Another broad one. Animals, plants and conservatives can all be predatory. Schwarzenegger took on a Predator with dreadlocks, and even he couldn't kill it (somehow, Danny Glover was able to though). The Nashville logo gives us an easy clue as to which type of predator we are dealing with: why it's a sabre-tooth cat named Gnash!

A Top Ten Logo in Sports Blog coming?

The sabre-tooth cat has been extinct for a good 9000 years, but in its day, it could take down a mammoth. Were the Green party around 9000 years ago, they would've attempted to protect this predator, and it would have eaten them.

Don't vote strategically, and do shoot high on Luongo!
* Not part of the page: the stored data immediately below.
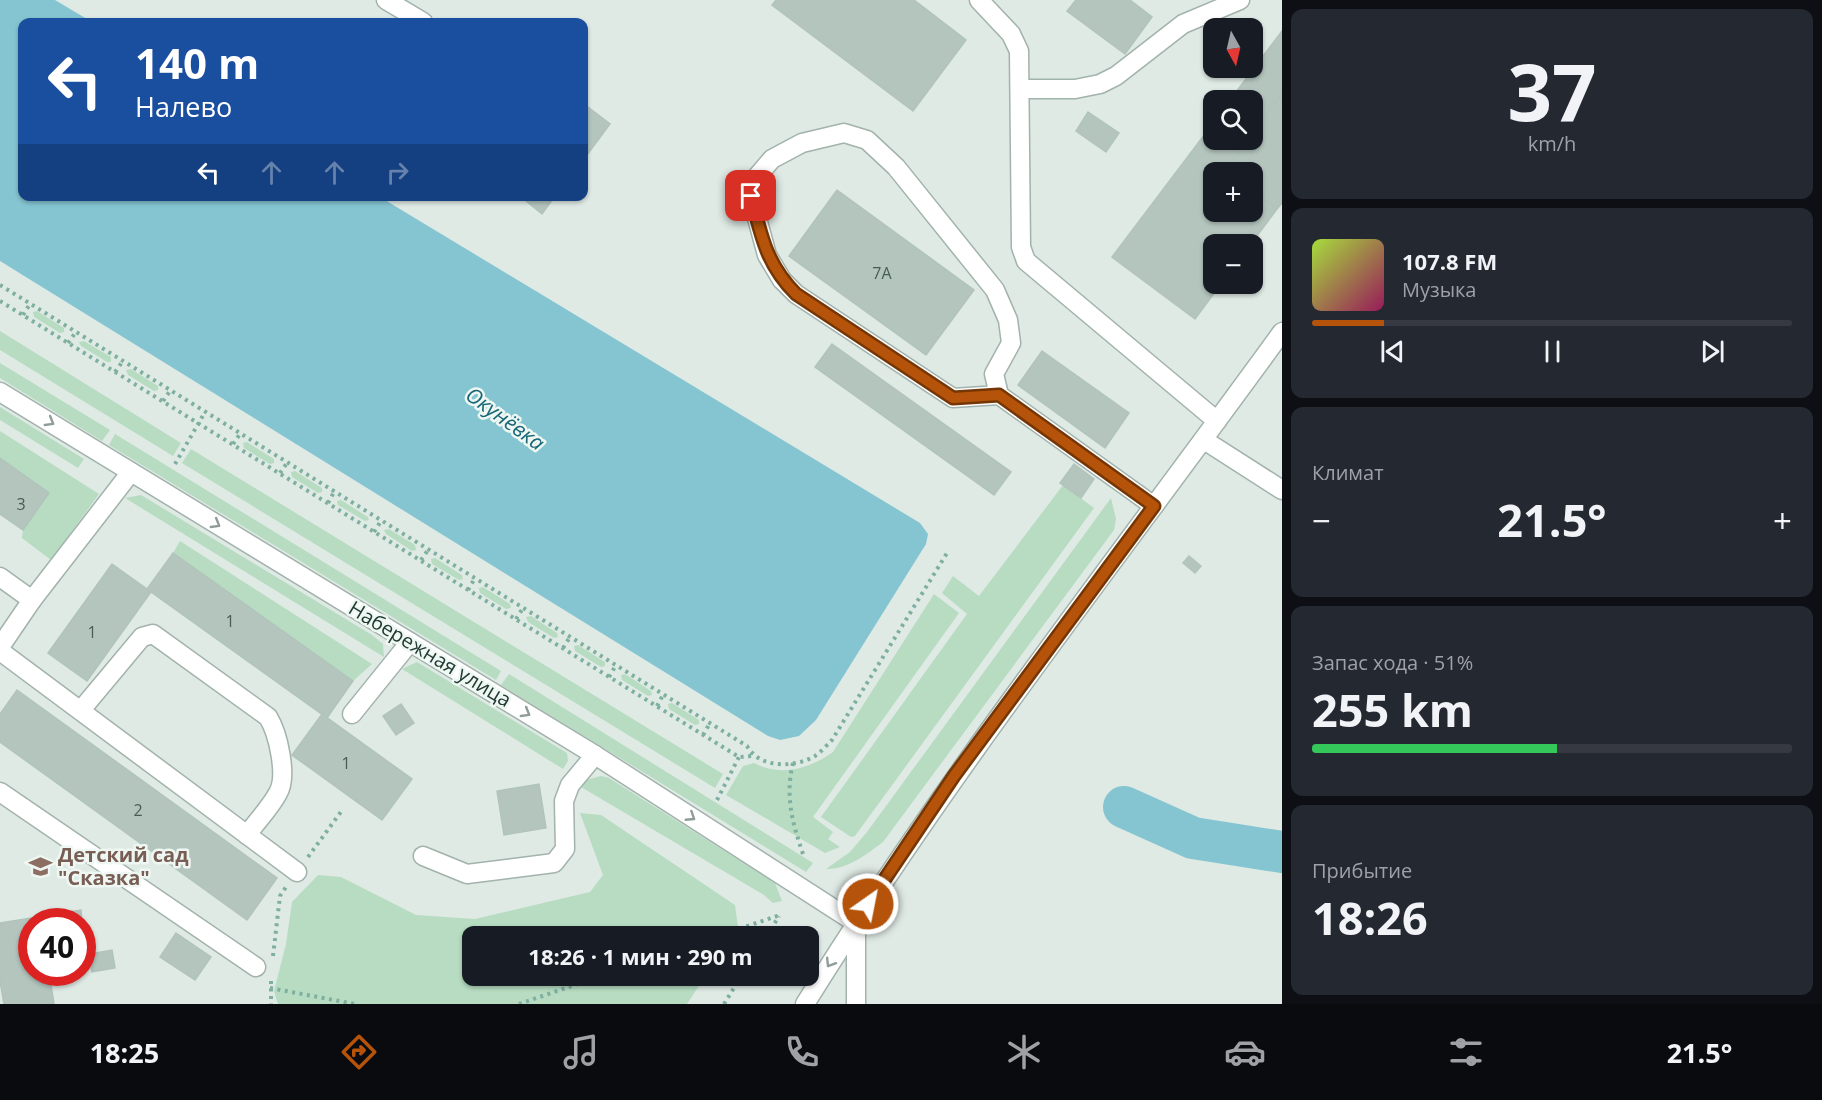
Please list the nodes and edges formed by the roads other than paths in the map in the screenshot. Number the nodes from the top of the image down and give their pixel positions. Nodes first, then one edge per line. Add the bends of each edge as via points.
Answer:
1 (386, 0) edge
2 (980, 0) edge
3 (1240, 0) edge
4 (416, 18) edge
5 (1020, 89) junction
6 (1282, 332) edge
7 (0, 392) edge
8 (999, 395) junction
9 (1217, 422) junction
10 (1204, 440) junction
11 (131, 472) junction
12 (1282, 490) edge
13 (1154, 506) junction
14 (0, 577) edge
15 (32, 600) junction
16 (410, 642) junction
17 (0, 649) edge
18 (81, 710) junction
19 (352, 714) dead end
20 (595, 754) junction
21 (0, 792) edge
22 (247, 835) junction
23 (423, 856) dead end
24 (297, 872) dead end
25 (856, 923) junction
26 (256, 967) road end
27 (806, 1004) edge
28 (856, 1004) edge

1 - 4 street
2 - 5 street via 1011,34 1019,51
3 - 5 street via 1183,24 1100,84 1075,89
5 - 9 street via 1021,247 1026,261
6 - 9 street
7 -> 11 street, Набережная улица
8 - 8 street via 994,374 1011,344 1008,320 995,290 896,167 867,140 844,133 802,143 772,159 754,180 751,196 767,255 782,280 796,294 953,398
8 - 13 street
9 - 10 street
10 - 12 street
10 - 13 street
11 - 15 street
11 -> 16 street, Набережная улица
13 - 25 street via 954,776
14 - 15 street
15 - 17 street
16 - 19 street
16 -> 20 street, Набережная улица
17 - 18 street
18 - 22 street
18 - 22 street via 142,637 153,634 268,717 276,731 282,783
20 - 23 street via 570,785 564,801 565,849 554,863 467,874
20 -> 25 street, Набережная улица
21 - 26 street
22 - 24 street
25 -> 27 street
25 - 28 street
So what would happen if a sabre-tooth cat fought Jack Layton?
I suppose it depends if Jack Layton carried a weapon. His platform is certainly anti-gun, so all Jack has for this one are bare hands, tenacity, and 30% national support. Unfortunately, a sabre-tooth cat has little interest in political platforms, and can't understand Layton's attempts to compromise rather than fight dirty. Though Conservative and Liberals both have torn through Layton's plan to increase taxes, the sabre-tooth cat tears through his thigh flesh. Thanks to his focus on health care, Layton manages to escape with his life (and his seat), but realizes that the he could've beaten the cat as part of a larger team. Alas, it's too late, and the sabre-tooth cat is onto the next round battle (or, the Western Conference final).

Result: Predators win. (Sorry, Canucks. That's sort of what Predators do.)

Get over here, Harper. I just want to ask you a question.

Tomorrow: A Red Wing meets a Shark, and oh baby!, Lightning will fight the Capital. The results will astound you.

Note 1: the results end up the same if the Canuck is Gilles Duceppe, except that scenario ends with Duceppe having his leg separated from his body.